= Problem to work on =
Transcribe the data that follows without changing a word, and omit the pictures.

(Dataset entries)
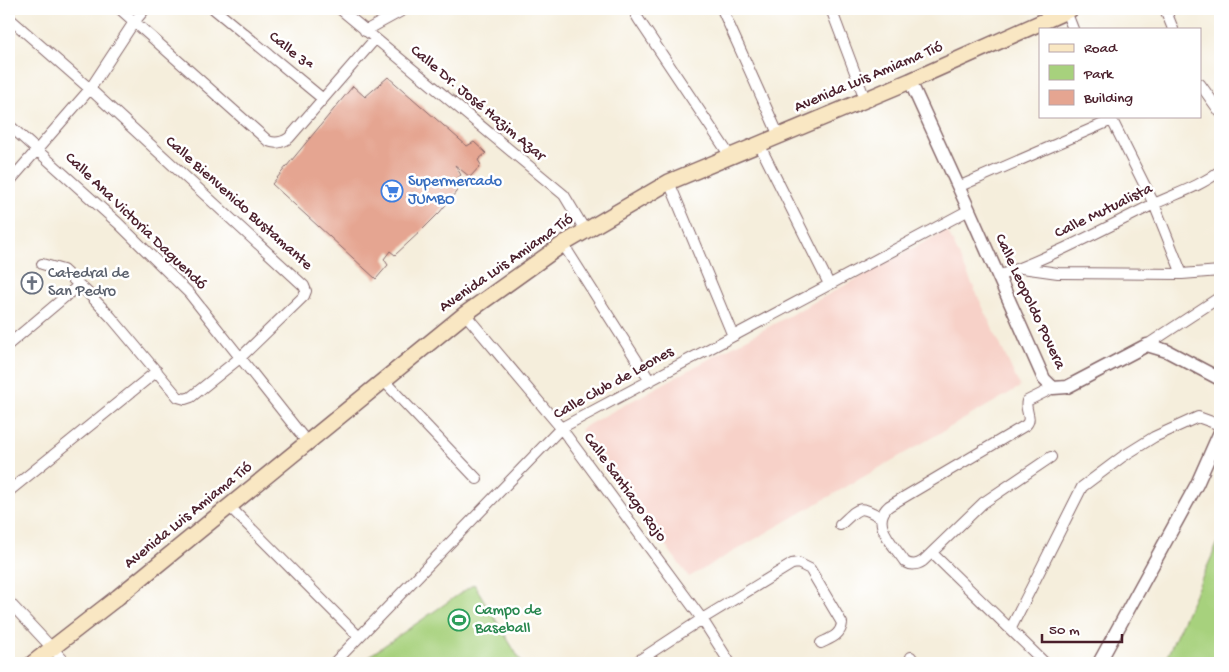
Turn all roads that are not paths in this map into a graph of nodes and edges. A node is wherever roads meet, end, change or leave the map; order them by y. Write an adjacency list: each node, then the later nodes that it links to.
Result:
1 (120, 9): 12 (street)
2 (145, 9): 12 (street)
3 (214, 9): 20 (street, Calle 3ª)
4 (340, 9): 15 (street, Calle Dr. José Hazim Azar)
5 (405, 9): 15 (street)
6 (640, 9): 28 (street)
7 (722, 9): 25 (street)
8 (831, 9): 21 (street)
9 (1164, 9): 14 (street)
10 (1068, 10): 13 (street); 17 (main road, Avenida Luis Amiama Tió)
11 (9, 18): 19 (street, Calle Bienvenido Bustamante)
12 (134, 22): 19 (street); 20 (street)
13 (1073, 28)
14 (1173, 28)
15 (365, 30): 16 (street, Calle Dr. José Hazim Azar)
16 (375, 39): 20 (street); 35 (street, Calle Dr. José Hazim Azar)
17 (910, 81): 21 (main road, Avenida Luis Amiama Tió); 32 (street, Calle Leopoldo Povera)
18 (1202, 87): 22 (street)
19 (90, 90): 27 (street); 49 (street, Calle Bienvenido Bustamante)
20 (323, 98)
21 (865, 100): 25 (main road, Avenida Luis Amiama Tió)
22 (1220, 112)
23 (1111, 118): 32 (street); 33 (street)
24 (9, 125): 27 (street, Calle Ana Victoria Daguendó)
25 (779, 136): 26 (main road, Avenida Luis Amiama Tió)
26 (759, 144): 28 (main road, Avenida Luis Amiama Tió); 42 (street)
27 (38, 150): 30 (street); 49 (street, Calle Ana Victoria Daguendó)
28 (730, 156): 31 (main road, Avenida Luis Amiama Tió)
29 (1220, 170): 33 (street, Calle Mutualista)
30 (9, 182)
31 (669, 182): 35 (main road, Avenida Luis Amiama Tió); 46 (street)
32 (958, 187): 34 (street, Calle Leopoldo Povera)
33 (1154, 204): 38 (street, Calle Mutualista); 40 (street)
34 (969, 210): 41 (street, Calle Leopoldo Povera); 42 (street, Calle Club de Leones)
35 (586, 230): 36 (main road, Avenida Luis Amiama Tió)
36 (563, 244): 45 (main road, Avenida Luis Amiama Tió); 53 (street)
37 (42, 264): 43 (street, Calle Bienvenido Bustamante)
38 (1022, 268): 40 (street); 41 (street, Calle Mutualista)
39 (1220, 271): 40 (street)
40 (1182, 274)
41 (998, 276): 54 (street, Calle Leopoldo Povera)
42 (829, 284): 46 (street, Calle Club de Leones)
43 (79, 285): 47 (street); 50 (street, Calle Bienvenido Bustamante)
44 (1220, 297): 48 (street, Calle Leopoldo Povera)
45 (465, 314): 52 (main road, Avenida Luis Amiama Tió); 56 (street, Calle Santiago Rojo)
46 (733, 336): 53 (street, Calle Club de Leones)
47 (9, 344)
48 (1147, 345): 51 (street); 54 (street, Calle Leopoldo Povera)
49 (241, 357): 50 (street, Calle Bienvenido Bustamante); 58 (street, Calle Ana Victoria Daguendó)
50 (157, 371): 61 (street)
51 (1220, 378)
52 (383, 380): 58 (main road, Avenida Luis Amiama Tió); 60 (street)
53 (650, 381): 56 (street, Calle Club de Leones)
54 (1053, 388): 63 (street)
55 (1220, 425): 68 (street)
56 (561, 428): 67 (street, Calle Santiago Rojo); 69 (street, Calle Club de Leones)
57 (1220, 432): 78 (street)
58 (307, 442): 62 (main road, Avenida Luis Amiama Tió)
59 (1051, 457): 65 (street)
60 (477, 479)
61 (9, 491)
62 (229, 506): 69 (street); 71 (main road, Avenida Luis Amiama Tió)
63 (880, 517): 64 (street); 65 (street)
64 (840, 525)
65 (932, 553): 68 (street)
66 (9, 602): 71 (street)
67 (702, 619): 70 (street); 75 (street); 76 (street, Calle Santiago Rojo)
68 (1010, 628): 77 (street)
69 (359, 637): 74 (street, Calle Club de Leones)
70 (821, 643)
71 (52, 649): 72 (main road, Avenida Luis Amiama Tió); 73 (street)
72 (33, 663)
73 (66, 663)
74 (334, 663)
75 (636, 663)
76 (730, 663)
77 (1045, 663)
78 (1099, 663)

= Completed task =
Turn all roads that are not paths in this map into a graph of nodes and edges. A node is wherever roads meet, end, change or leave the map; order them by y. Write an adjacency list: each node, then the later nodes that it links to.
Result:
1 (120, 9): 12 (street)
2 (145, 9): 12 (street)
3 (214, 9): 20 (street, Calle 3ª)
4 (340, 9): 15 (street, Calle Dr. José Hazim Azar)
5 (405, 9): 15 (street)
6 (640, 9): 28 (street)
7 (722, 9): 25 (street)
8 (831, 9): 21 (street)
9 (1164, 9): 14 (street)
10 (1068, 10): 13 (street); 17 (main road, Avenida Luis Amiama Tió)
11 (9, 18): 19 (street, Calle Bienvenido Bustamante)
12 (134, 22): 19 (street); 20 (street)
13 (1073, 28)
14 (1173, 28)
15 (365, 30): 16 (street, Calle Dr. José Hazim Azar)
16 (375, 39): 20 (street); 35 (street, Calle Dr. José Hazim Azar)
17 (910, 81): 21 (main road, Avenida Luis Amiama Tió); 32 (street, Calle Leopoldo Povera)
18 (1202, 87): 22 (street)
19 (90, 90): 27 (street); 49 (street, Calle Bienvenido Bustamante)
20 (323, 98)
21 (865, 100): 25 (main road, Avenida Luis Amiama Tió)
22 (1220, 112)
23 (1111, 118): 32 (street); 33 (street)
24 (9, 125): 27 (street, Calle Ana Victoria Daguendó)
25 (779, 136): 26 (main road, Avenida Luis Amiama Tió)
26 (759, 144): 28 (main road, Avenida Luis Amiama Tió); 42 (street)
27 (38, 150): 30 (street); 49 (street, Calle Ana Victoria Daguendó)
28 (730, 156): 31 (main road, Avenida Luis Amiama Tió)
29 (1220, 170): 33 (street, Calle Mutualista)
30 (9, 182)
31 (669, 182): 35 (main road, Avenida Luis Amiama Tió); 46 (street)
32 (958, 187): 34 (street, Calle Leopoldo Povera)
33 (1154, 204): 38 (street, Calle Mutualista); 40 (street)
34 (969, 210): 41 (street, Calle Leopoldo Povera); 42 (street, Calle Club de Leones)
35 (586, 230): 36 (main road, Avenida Luis Amiama Tió)
36 (563, 244): 45 (main road, Avenida Luis Amiama Tió); 53 (street)
37 (42, 264): 43 (street, Calle Bienvenido Bustamante)
38 (1022, 268): 40 (street); 41 (street, Calle Mutualista)
39 (1220, 271): 40 (street)
40 (1182, 274)
41 (998, 276): 54 (street, Calle Leopoldo Povera)
42 (829, 284): 46 (street, Calle Club de Leones)
43 (79, 285): 47 (street); 50 (street, Calle Bienvenido Bustamante)
44 (1220, 297): 48 (street, Calle Leopoldo Povera)
45 (465, 314): 52 (main road, Avenida Luis Amiama Tió); 56 (street, Calle Santiago Rojo)
46 (733, 336): 53 (street, Calle Club de Leones)
47 (9, 344)
48 (1147, 345): 51 (street); 54 (street, Calle Leopoldo Povera)
49 (241, 357): 50 (street, Calle Bienvenido Bustamante); 58 (street, Calle Ana Victoria Daguendó)
50 (157, 371): 61 (street)
51 (1220, 378)
52 (383, 380): 58 (main road, Avenida Luis Amiama Tió); 60 (street)
53 (650, 381): 56 (street, Calle Club de Leones)
54 (1053, 388): 63 (street)
55 (1220, 425): 68 (street)
56 (561, 428): 67 (street, Calle Santiago Rojo); 69 (street, Calle Club de Leones)
57 (1220, 432): 78 (street)
58 (307, 442): 62 (main road, Avenida Luis Amiama Tió)
59 (1051, 457): 65 (street)
60 (477, 479)
61 (9, 491)
62 (229, 506): 69 (street); 71 (main road, Avenida Luis Amiama Tió)
63 (880, 517): 64 (street); 65 (street)
64 (840, 525)
65 (932, 553): 68 (street)
66 (9, 602): 71 (street)
67 (702, 619): 70 (street); 75 (street); 76 (street, Calle Santiago Rojo)
68 (1010, 628): 77 (street)
69 (359, 637): 74 (street, Calle Club de Leones)
70 (821, 643)
71 (52, 649): 72 (main road, Avenida Luis Amiama Tió); 73 (street)
72 (33, 663)
73 (66, 663)
74 (334, 663)
75 (636, 663)
76 (730, 663)
77 (1045, 663)
78 (1099, 663)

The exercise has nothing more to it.